Nel frattempo, desiderando un budget da capogiro che mi consenta di fare ciò, mi limito a galoppare gratuitamente con la fantasia, attingendo a spunti essenziali in cui poter ritrovare i cenni di tali culture.
Il mio spunto del cuore? Le mille e una notte, uno di quei libri che, secondo me, dovrebbe trovarsi in tutte le case/biblioteche/librerie del mondo!

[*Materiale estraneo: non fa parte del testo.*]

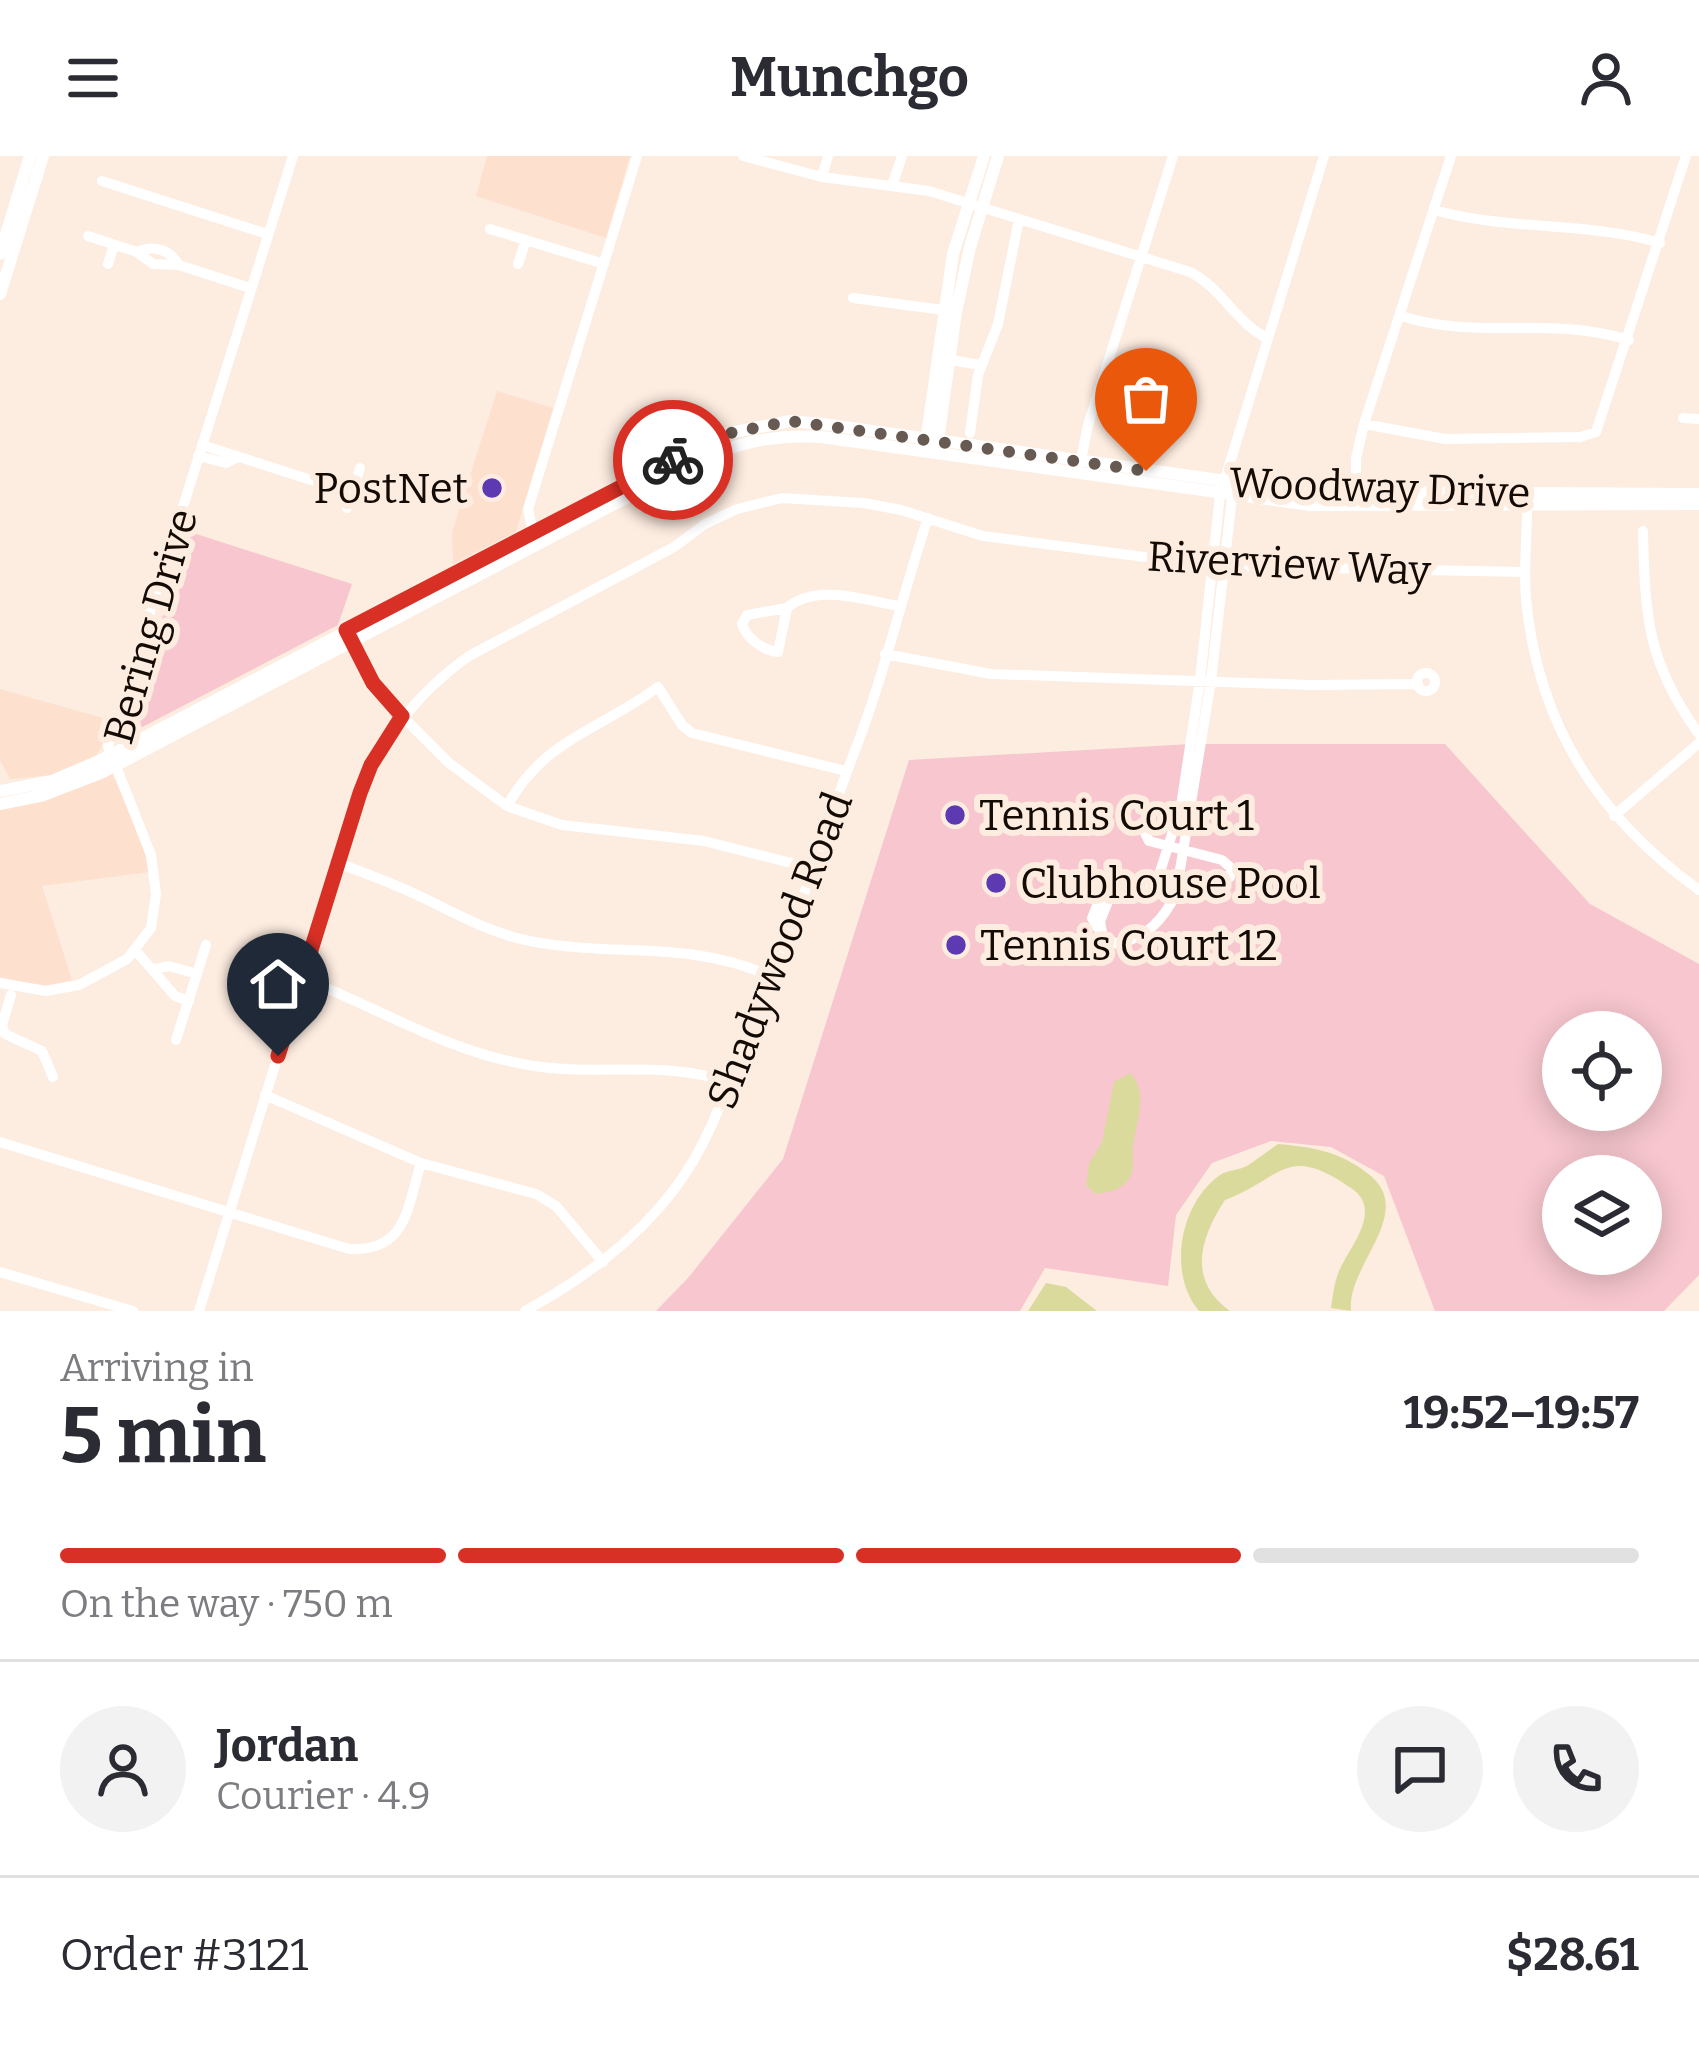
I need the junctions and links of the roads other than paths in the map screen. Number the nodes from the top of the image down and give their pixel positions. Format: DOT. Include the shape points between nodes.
graph roads {
  1 [pos="30,156"];
  2 [pos="43,156"];
  3 [pos="292,156"];
  4 [pos="637,156"];
  5 [pos="743,156"];
  6 [pos="828,156"];
  7 [pos="902,156"];
  8 [pos="984,156"];
  9 [pos="998,156"];
  10 [pos="1173,156"];
  11 [pos="1324,156"];
  12 [pos="1451,156"];
  13 [pos="1687,156"];
  14 [pos="822,178"];
  15 [pos="102,181"];
  16 [pos="892,187"];
  17 [pos="976,206"];
  18 [pos="1434,210"];
  19 [pos="13,211"];
  20 [pos="1019,219"];
  21 [pos="490,229"];
  22 [pos="267,234"];
  23 [pos="88,236"];
  24 [pos="526,240"];
  25 [pos="1660,243"];
  26 [pos="114,245"];
  27 [pos="0,254"];
  28 [pos="1141,256"];
  29 [pos="108,264"];
  30 [pos="518,264"];
  31 [pos="604,265"];
  32 [pos="250,288"];
  33 [pos="0,294"];
  34 [pos="853,298"];
  35 [pos="949,311"];
  36 [pos="1401,316"];
  37 [pos="1268,338"];
  38 [pos="1629,340"];
  39 [pos="950,360"];
  40 [pos="981,365"];
  41 [pos="1683,418"];
  42 [pos="1699,419"];
  43 [pos="1364,424"];
  44 [pos="970,433"];
  45 [pos="931,443"];
  46 [pos="200,450"];
  47 [pos="360,468"];
  48 [pos="1080,468"];
  49 [pos="1226,492"];
  50 [pos="352,493"];
  51 [pos="1699,494"];
  52 [pos="1356,498"];
  53 [pos="1527,499"];
  54 [pos="1699,504"];
  55 [pos="347,508"];
  56 [pos="928,518"];
  57 [pos="1643,531"];
  58 [pos="535,537"];
  59 [pos="1219,566"];
  60 [pos="1526,572"];
  61 [pos="898,606"];
  62 [pos="787,608"];
  63 [pos="348,637"];
  64 [pos="885,654"];
  65 [pos="1206,681"];
  66 [pos="1418,684"];
  67 [pos="402,716"];
  68 [pos="1699,738"];
  69 [pos="112,761"];
  70 [pos="846,771"];
  71 [pos="10,794"];
  72 [pos="0,804"];
  73 [pos="508,806"];
  74 [pos="1614,816"];
  75 [pos="1144,831"];
  76 [pos="1168,847"];
  77 [pos="1186,852"];
  78 [pos="338,862"];
  79 [pos="811,868"];
  80 [pos="1699,890"];
  81 [pos="206,946"];
  82 [pos="136,951"];
  83 [pos="155,969"];
  84 [pos="196,974"];
  85 [pos="770,976"];
  86 [pos="302,978"];
  87 [pos="8,988"];
  88 [pos="189,1001"];
  89 [pos="176,1040"];
  90 [pos="53,1077"];
  91 [pos="731,1084"];
  92 [pos="265,1096"];
  93 [pos="0,1142"];
  94 [pos="421,1163"];
  95 [pos="230,1212"];
  96 [pos="603,1262"];
  97 [pos="0,1271"];
  98 [pos="133,1311"];
  99 [pos="199,1311"];
  100 [pos="525,1311"];
  1 -- 19 [label="main road"];
  2 -- 19 [label="main road"];
  3 -- 22 [label="street, Bering Drive"];
  4 -- 31 [label="street"];
  5 -- 14 [label="street"];
  6 -- 14 [label="street"];
  7 -- 16 [label="street"];
  8 -- 17 [label="main road"];
  9 -- 17 [label="main road"];
  10 -- 28 [label="street"];
  11 -- 37 [label="street"];
  12 -- 18 [label="street"];
  13 -- 25 [label="street"];
  14 -- 16 [label="street"];
  15 -- 22 [label="street"];
  16 -- 17 [label="street"];
  17 -- 20 [label="street"];
  17 -- 35 [label="main road"];
  18 -- 25 [label="street"];
  18 -- 36 [label="street"];
  19 -- 27 [label="main road"];
  19 -- 33 [label="main road"];
  20 -- 28 [label="street"];
  20 -- 40 [label="street"];
  21 -- 24 [label="street"];
  22 -- 32 [label="street, Bering Drive"];
  23 -- 26 [label="street"];
  24 -- 30 [label="street"];
  24 -- 31 [label="street"];
  25 -- 38 [label="street"];
  26 -- 29 [label="street"];
  26 -- 32 [label="street" via="153,264"];
  28 -- 37 [label="street" via="1203,278 1245,325"];
  28 -- 48 [label="street"];
  31 -- 58 [label="street" via="527,509"];
  32 -- 46 [label="street, Bering Drive"];
  34 -- 35 [label="street"];
  35 -- 39 [label="main road"];
  35 -- 45 [label="main road"];
  36 -- 38 [label="street" via="1455,329 1546,325"];
  36 -- 43 [label="street"];
  37 -- 49 [label="street"];
  38 -- 43 [label="street" via="1596,432 1444,439"];
  39 -- 40 [label="street"];
  39 -- 45 [label="main road"];
  40 -- 44 [label="street"];
  41 -- 42 [label="street"];
  43 -- 52 [label="street"];
  45 -- 48 [label="main road, Woodway Drive"];
  45 -- 58 [label="main road, Woodway Drive" via="822,430 766,436 632,486"];
  46 -- 50 [label="street"];
  46 -- 69 [label="street, Bering Drive" via="108,746"];
  47 -- 50 [label="street"];
  48 -- 49 [label="main road, Woodway Drive"];
  49 -- 52 [label="main road, Woodway Drive"];
  49 -- 59 [label="street"];
  50 -- 55 [label="street"];
  51 -- 53 [label="main road, Woodway Drive"];
  52 -- 53 [label="main road, Woodway Drive"];
  53 -- 54 [label="main road, Woodway Drive"];
  53 -- 60 [label="street"];
  56 -- 59 [label="street, Riverview Way" via="983,536"];
  56 -- 61 [label="street, Shadywood Road"];
  56 -- 67 [label="street, Riverview Way" via="815,499 737,509 469,656"];
  57 -- 68 [label="street" via="1654,654"];
  58 -- 63 [label="main road, Woodway Drive"];
  59 -- 60 [label="street, Riverview Way"];
  59 -- 65 [label="street"];
  60 -- 74 [label="street" via="1530,634 1548,701 1573,760"];
  61 -- 62 [label="street" via="811,596"];
  61 -- 64 [label="street, Shadywood Road"];
  62 -- 62 [label="street" via="747,615 745,633 778,652"];
  63 -- 67 [label="street"];
  63 -- 69 [label="main road, Woodway Drive"];
  64 -- 65 [label="street" via="991,674"];
  64 -- 70 [label="street, Shadywood Road"];
  65 -- 66 [label="street"];
  65 -- 76 [label="street"];
  65 -- 77 [label="street"];
  67 -- 73 [label="street"];
  67 -- 78 [label="street, Riverview Way" via="371,765"];
  68 -- 74 [label="street"];
  69 -- 71 [label="main road, Woodway Drive" via="77,784"];
  69 -- 82 [label="street, Bering Drive" via="155,882 154,916"];
  70 -- 73 [label="street" via="692,733 658,687 554,748"];
  70 -- 79 [label="street, Shadywood Road"];
  71 -- 72 [label="main road, Woodway Drive"];
  73 -- 79 [label="street" via="562,825 704,841"];
  74 -- 80 [label="street"];
  75 -- 76 [label="street" via="1149,842"];
  76 -- 77 [label="street"];
  76 -- 77 [label="street" via="1159,875 1112,896 1100,930 1107,941 1124,944 1158,923 1176,894"];
  78 -- 85 [label="street" via="531,942 689,952"];
  78 -- 86 [label="street, Riverview Way"];
  79 -- 85 [label="street, Shadywood Road"];
  81 -- 84 [label="street"];
  82 -- 83 [label="street"];
  82 -- 87 [label="street" via="66,989"];
  83 -- 84 [label="street"];
  83 -- 88 [label="street"];
  84 -- 88 [label="street"];
  85 -- 91 [label="street, Shadywood Road"];
  86 -- 91 [label="street" via="480,1055 568,1071 682,1071"];
  86 -- 92 [label="street, Riverview Way"];
  87 -- 90 [label="street" via="4,1034 42,1051"];
  88 -- 89 [label="street"];
  91 -- 96 [label="street, Shadywood Road" via="671,1194"];
  92 -- 94 [label="street"];
  92 -- 95 [label="street, Riverview Way"];
  93 -- 95 [label="street"];
  94 -- 95 [label="street" via="403,1224 374,1249 349,1250"];
  94 -- 96 [label="street" via="536,1194"];
  95 -- 99 [label="street, Riverview Way"];
  96 -- 100 [label="street, Shadywood Road"];
  97 -- 98 [label="street"];
}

La raccolta comprende diverse fiabe, favole (simili a quelle di Esopo, con tanto di personaggi appartenenti al mondo animale) e novelle di varia lunghezza. Tutti i racconti della raccolta fanno capo alla storia di Shahrazàd, una cortigiana divenuta l’ennesima moglie del sultano Shahriyar. Sarà lei, con arguzia e fantasia spietata, a intrattenere il suo permalosissimo sposo, notte dopo notte, con storie tutte diverse fra loro, riuscendo così ad accendere in lui una curiosità tale da volerle risparmiare la vita (senza ucciderla come le precedenti spose).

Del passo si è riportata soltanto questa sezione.